Today we are going to make some Sausage Egg Muffins! Breakfast is hard – especially with little ones. These muffins are great for kids and adults of all ages. This recipe makes 12 muffins at a time. And if you don’t think you’re going to use them all, they are great for popping in the freezer and heating up as needed.
The ingredients I used were all from the Old Dutch Cupboard – Alderfer Pastured Organic Eggs, South Mountain Creamery Whole Milk, September Farm Cheddar Cheese, Lancaster Farm Fresh Pork Country Sausage Links, Redmond Salt (not pictured) and Frontier Co-op Adobe Seasoning (not pictured). Of course, you can supplement with the brands you like as well!
Let’s get started!
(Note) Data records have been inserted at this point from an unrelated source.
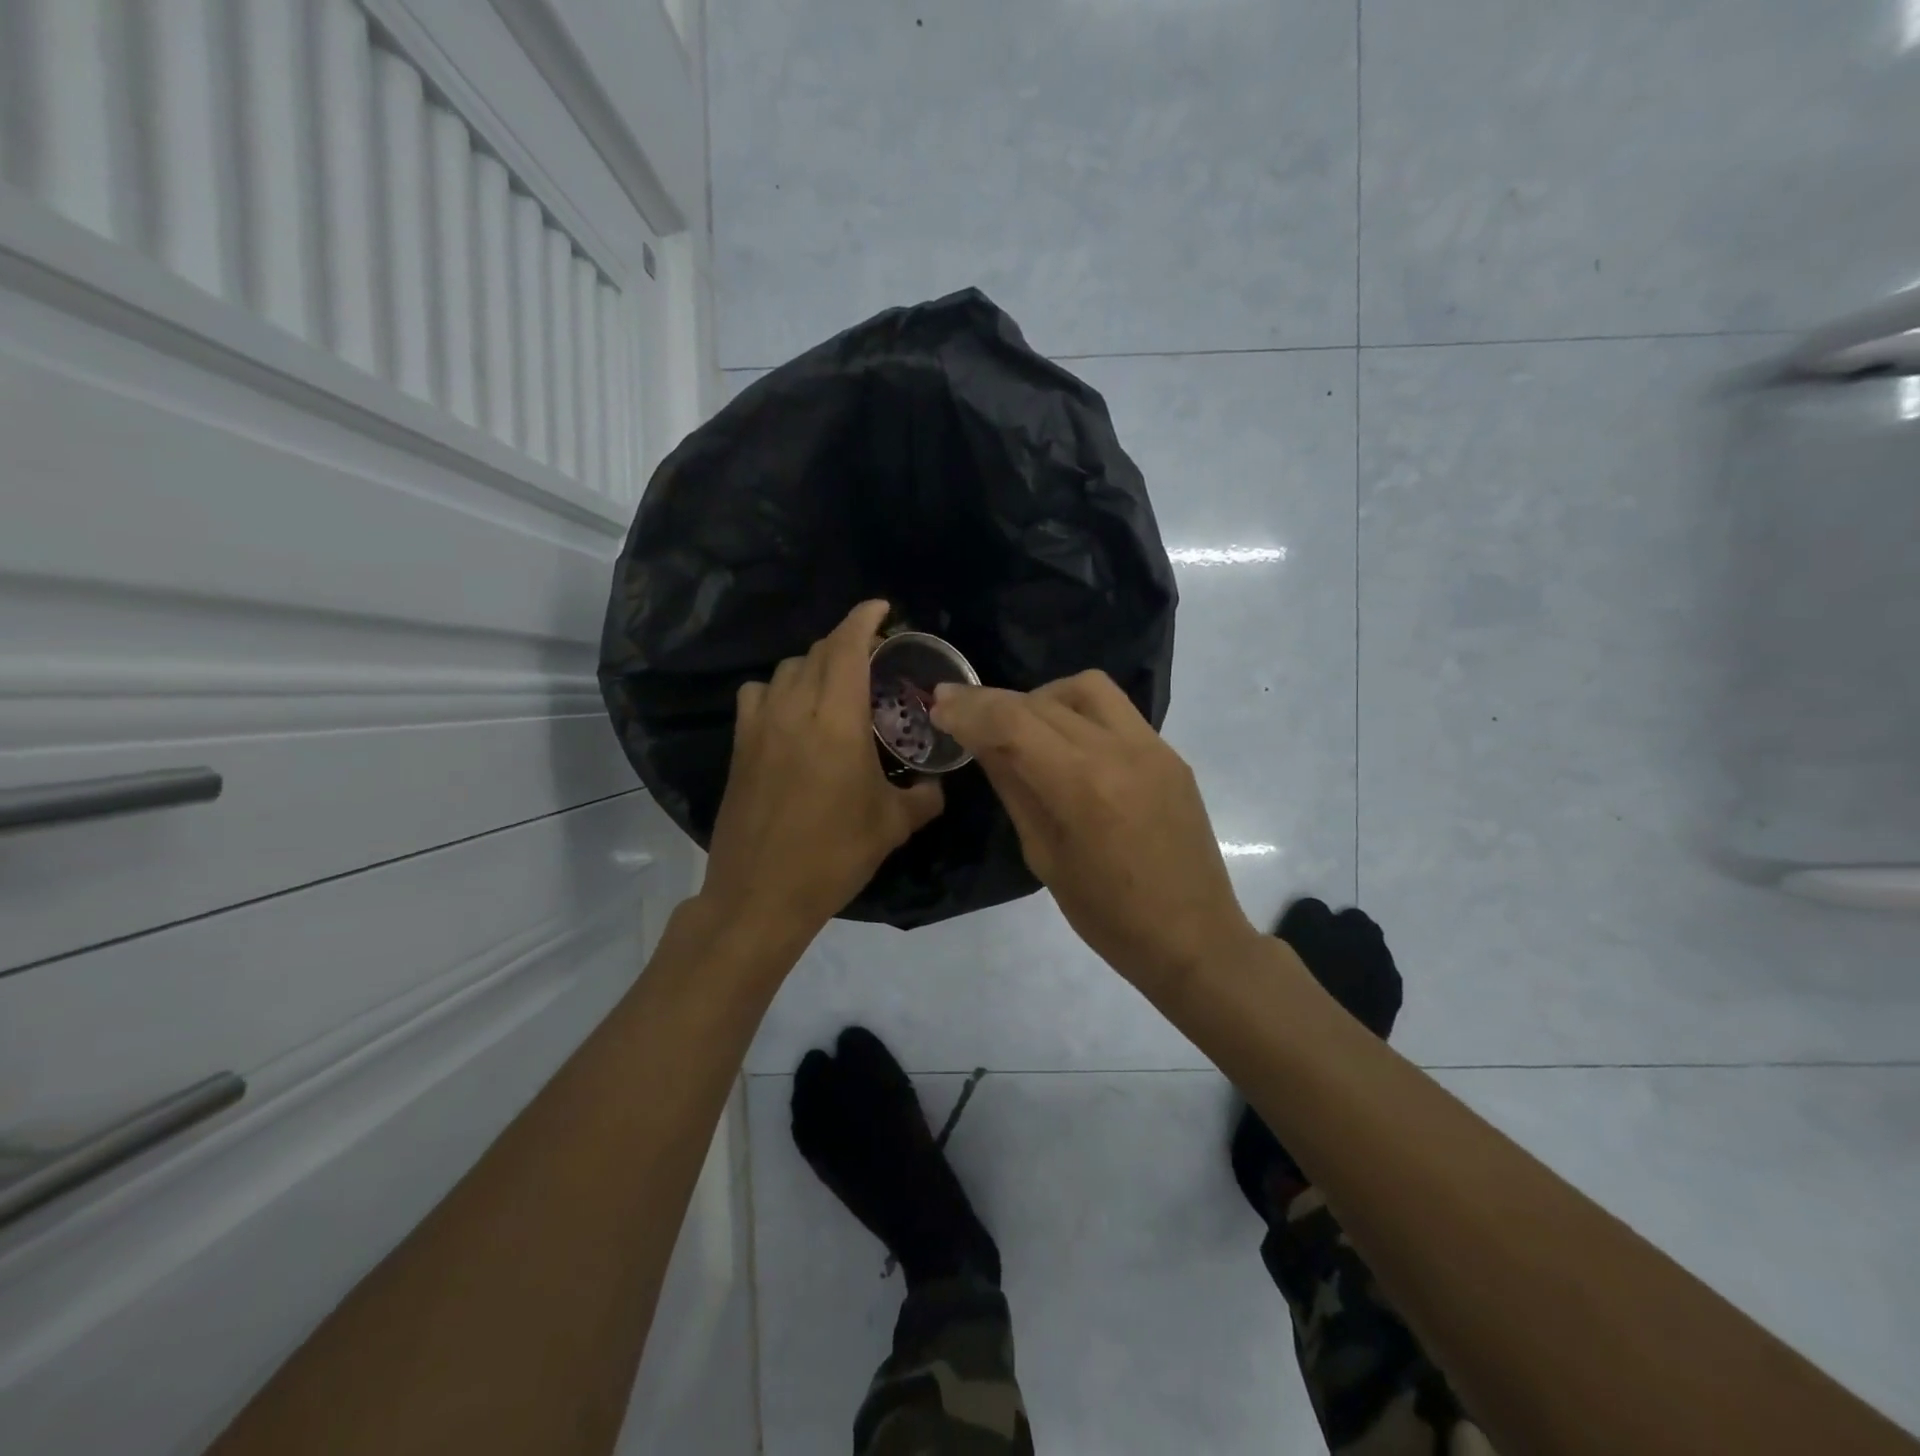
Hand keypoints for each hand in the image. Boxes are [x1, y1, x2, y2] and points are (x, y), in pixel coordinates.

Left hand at [699, 601, 944, 942]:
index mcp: (837, 721)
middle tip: (874, 657)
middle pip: (818, 652)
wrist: (761, 893)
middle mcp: (795, 710)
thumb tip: (936, 785)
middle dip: (847, 643)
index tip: (882, 608)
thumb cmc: (834, 855)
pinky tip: (792, 713)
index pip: (847, 648)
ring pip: (786, 670)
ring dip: (815, 666)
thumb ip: (923, 797)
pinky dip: (779, 689)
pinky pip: (758, 695)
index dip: (864, 618)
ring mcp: (760, 726)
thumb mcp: (893, 826)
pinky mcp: (740, 746)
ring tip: (836, 686)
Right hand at [930, 671, 1262, 996]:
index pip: (1013, 722)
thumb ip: (1014, 788)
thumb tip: (983, 743)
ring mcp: (1153, 747)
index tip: (939, 706)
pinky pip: (1116, 712)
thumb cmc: (1108, 917)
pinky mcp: (1170, 754)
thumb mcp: (1044, 856)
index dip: (969, 709)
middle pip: (1042, 700)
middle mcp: (1120, 750)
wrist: (1193, 937)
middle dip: (994, 702)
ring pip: (1086, 689)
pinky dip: (1078, 714)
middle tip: (962, 712)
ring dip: (1042, 697)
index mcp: (1083, 785)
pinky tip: (1066, 745)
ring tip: (1021, 726)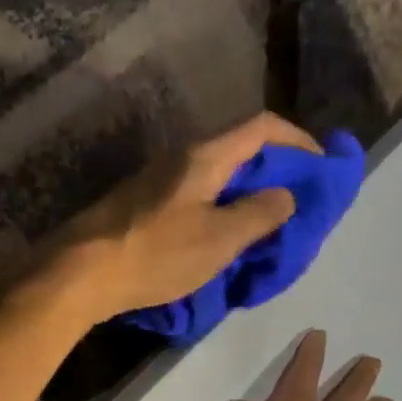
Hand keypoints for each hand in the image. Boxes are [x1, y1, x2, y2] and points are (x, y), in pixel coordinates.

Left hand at [57, 113, 320, 317]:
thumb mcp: (220, 238)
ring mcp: (155, 181)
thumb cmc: (156, 253)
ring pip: (213, 177)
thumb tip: (286, 194)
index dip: (299, 140)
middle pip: (237, 150)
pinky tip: (219, 239)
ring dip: (243, 194)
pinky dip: (217, 210)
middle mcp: (179, 157)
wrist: (80, 273)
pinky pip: (192, 198)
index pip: (263, 127)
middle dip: (273, 172)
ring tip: (262, 226)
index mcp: (204, 156)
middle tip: (294, 203)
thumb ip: (260, 214)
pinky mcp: (139, 206)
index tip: (321, 166)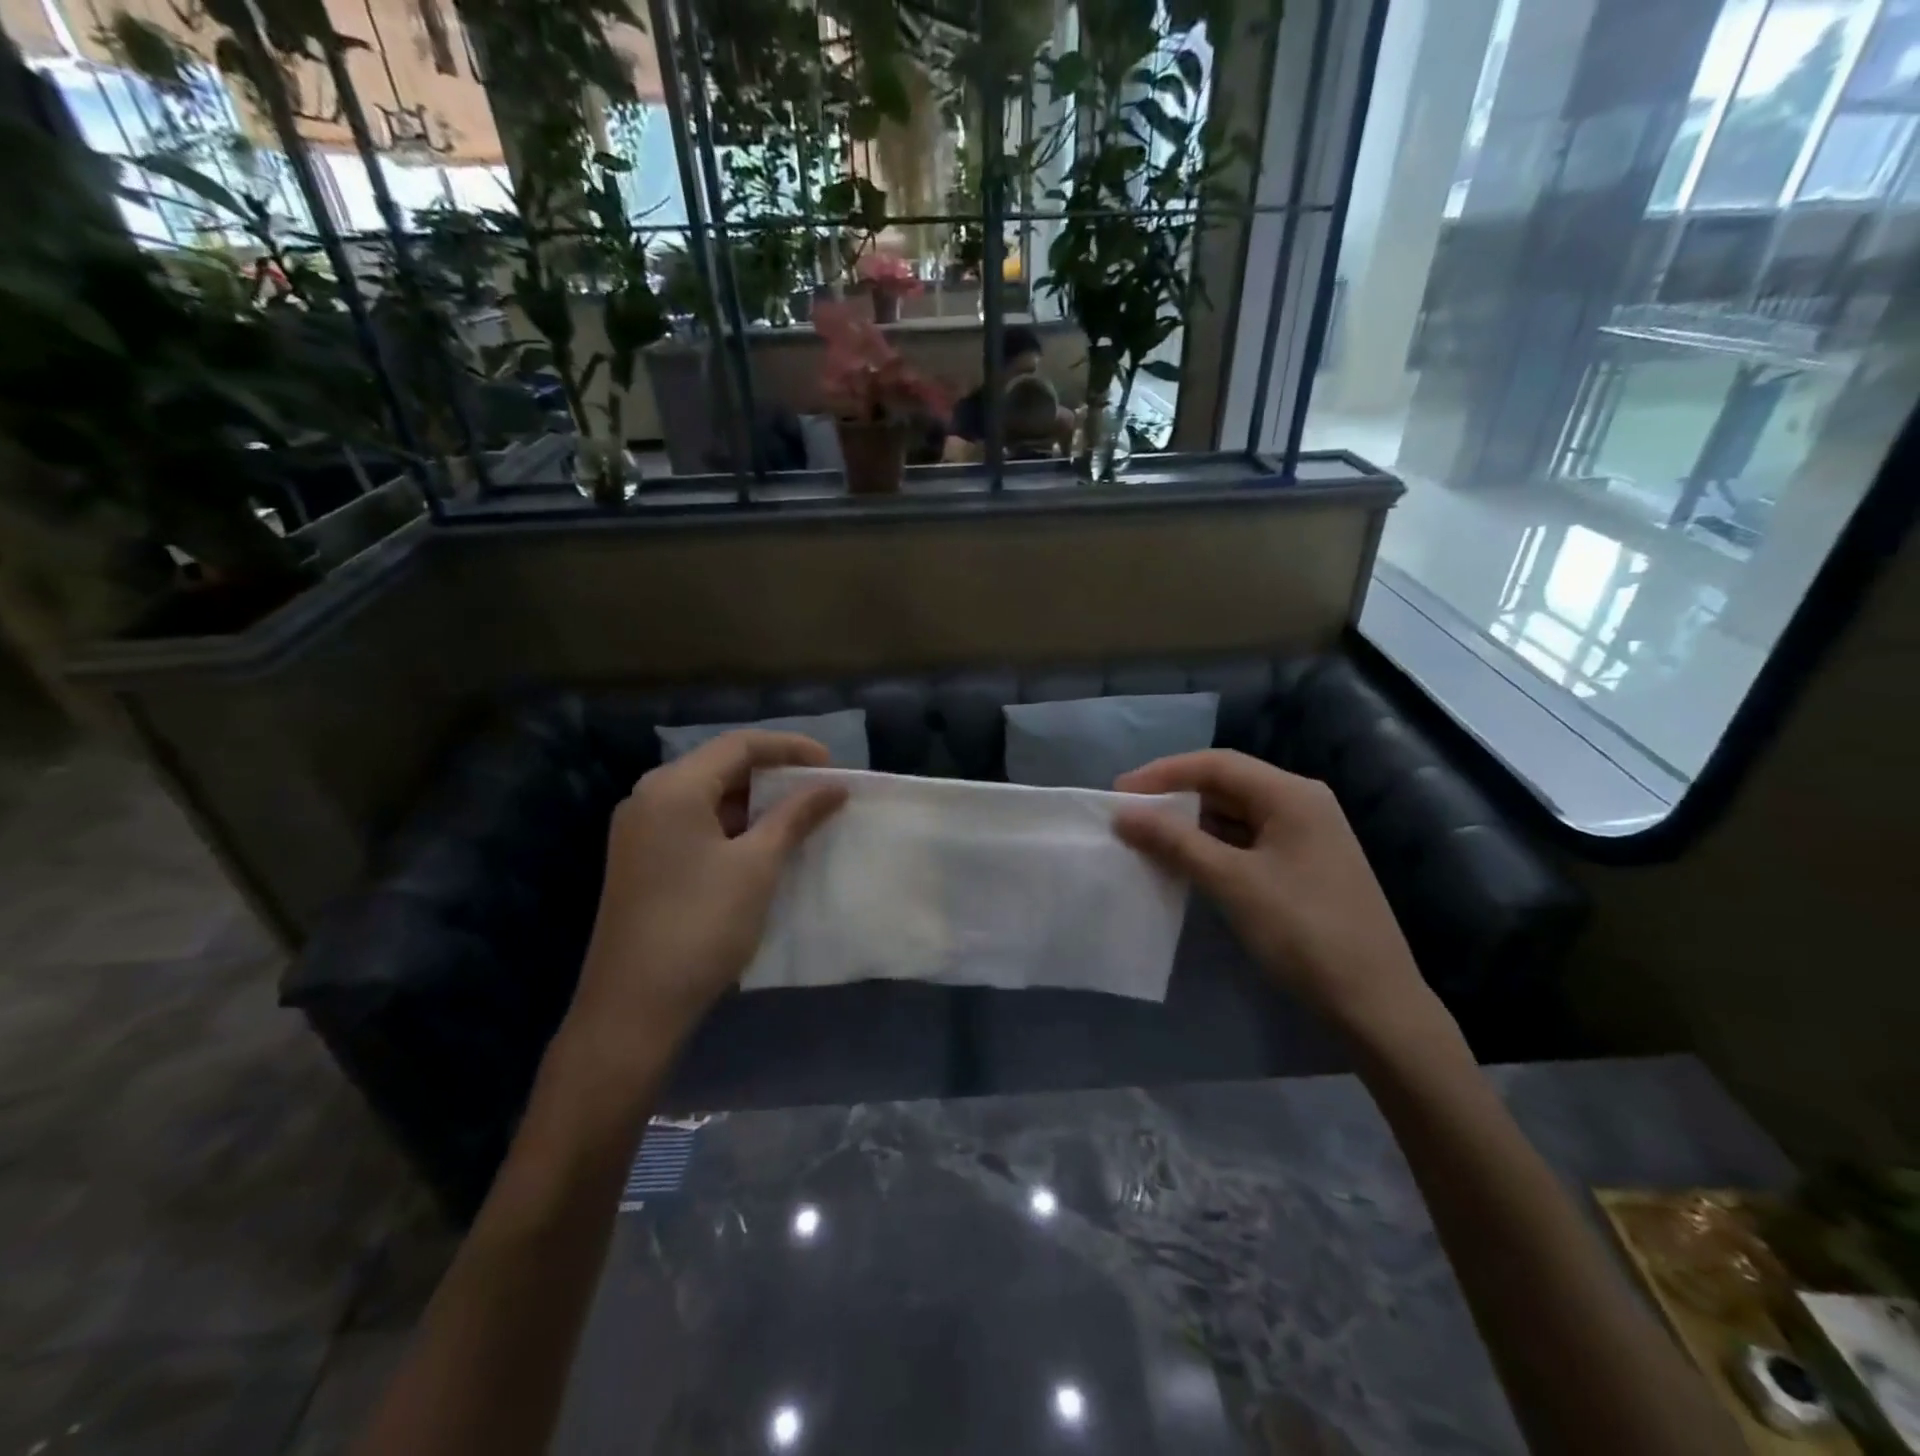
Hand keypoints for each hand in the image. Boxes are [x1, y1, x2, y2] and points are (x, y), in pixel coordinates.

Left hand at [568, 731, 847, 1052]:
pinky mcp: (641, 861)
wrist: (633, 1007)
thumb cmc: (701, 925)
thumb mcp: (757, 865)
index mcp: (673, 788)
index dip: (790, 748)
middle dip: (774, 774)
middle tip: (819, 790)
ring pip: (707, 797)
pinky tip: (762, 845)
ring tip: (800, 817)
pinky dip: (732, 826)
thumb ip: (795, 816)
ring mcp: (640, 831)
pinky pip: (693, 824)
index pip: (739, 745)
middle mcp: (649, 798)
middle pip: (720, 766)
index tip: (832, 765)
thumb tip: (833, 786)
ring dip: (755, 802)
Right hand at [1112, 751, 1434, 1038]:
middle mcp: (1302, 804)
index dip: (1163, 773)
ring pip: (1236, 815)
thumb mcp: (1232, 882)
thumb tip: (1123, 815)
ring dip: (1191, 823)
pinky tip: (1183, 861)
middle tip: (1128, 814)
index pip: (1216, 765)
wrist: (1374, 1003)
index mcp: (1292, 795)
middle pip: (1227, 785)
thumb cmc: (1302, 931)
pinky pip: (1247, 841)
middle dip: (1174, 797)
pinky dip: (1212, 846)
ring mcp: (1306, 836)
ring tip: (1146, 836)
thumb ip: (1174, 842)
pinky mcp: (1303, 866)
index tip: (1118, 793)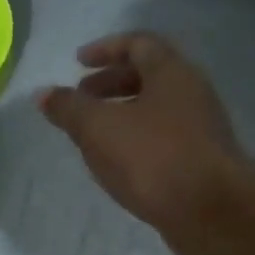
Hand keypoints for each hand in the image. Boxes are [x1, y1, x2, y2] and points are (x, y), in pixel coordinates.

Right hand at [39, 32, 245, 254]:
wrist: (210, 211)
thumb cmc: (152, 157)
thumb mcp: (97, 128)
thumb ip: (68, 108)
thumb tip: (44, 94)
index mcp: (171, 73)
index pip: (138, 44)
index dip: (105, 49)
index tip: (78, 62)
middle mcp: (191, 92)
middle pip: (149, 75)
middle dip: (110, 83)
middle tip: (81, 98)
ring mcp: (200, 128)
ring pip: (156, 108)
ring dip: (122, 113)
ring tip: (92, 134)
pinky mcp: (201, 160)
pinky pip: (163, 137)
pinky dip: (136, 139)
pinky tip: (117, 162)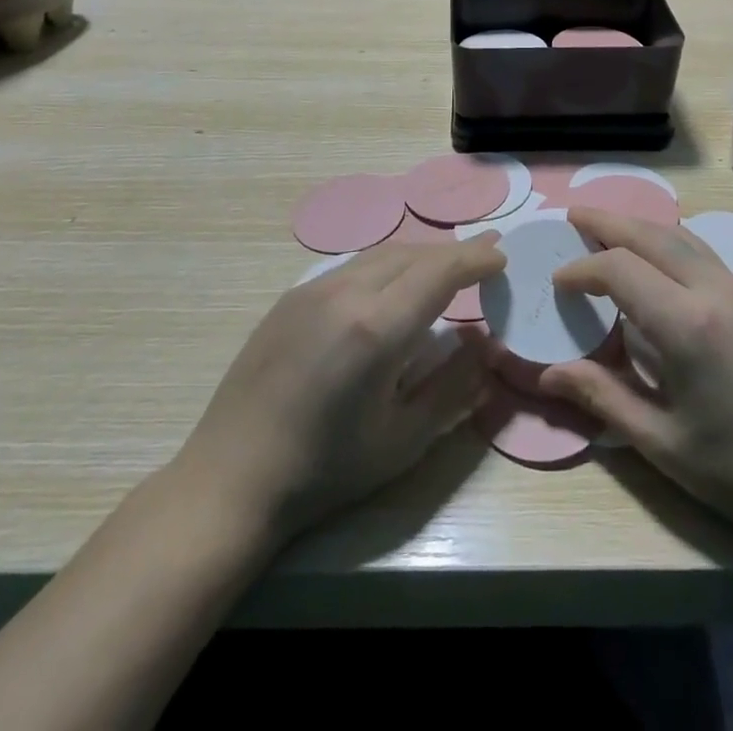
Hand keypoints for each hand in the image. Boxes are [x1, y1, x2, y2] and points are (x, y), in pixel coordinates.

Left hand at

To start, brown your sausage in a skillet over medium heat. Once cooked, cut it up into small pieces. As you are cooking your sausage, preheat your oven to 350 degrees and grease your muffin pan.
Next, combine your eggs, milk, salt, and adobe seasoning. Whisk together until well combined.
Grate your cheese.
Then add the cheese and sausage to the egg mixture. I used about 1/2 cup of cheese and 4 sausage links cut up, but you can use however much is good for you!
Using a laddle fill the muffin pan. Bake for 18-20 minutes until egg mixture is set.
Eat immediately. Or once cool, place in a container to keep in the fridge, or wrap individual muffins in plastic wrap and place in a bag in the freezer.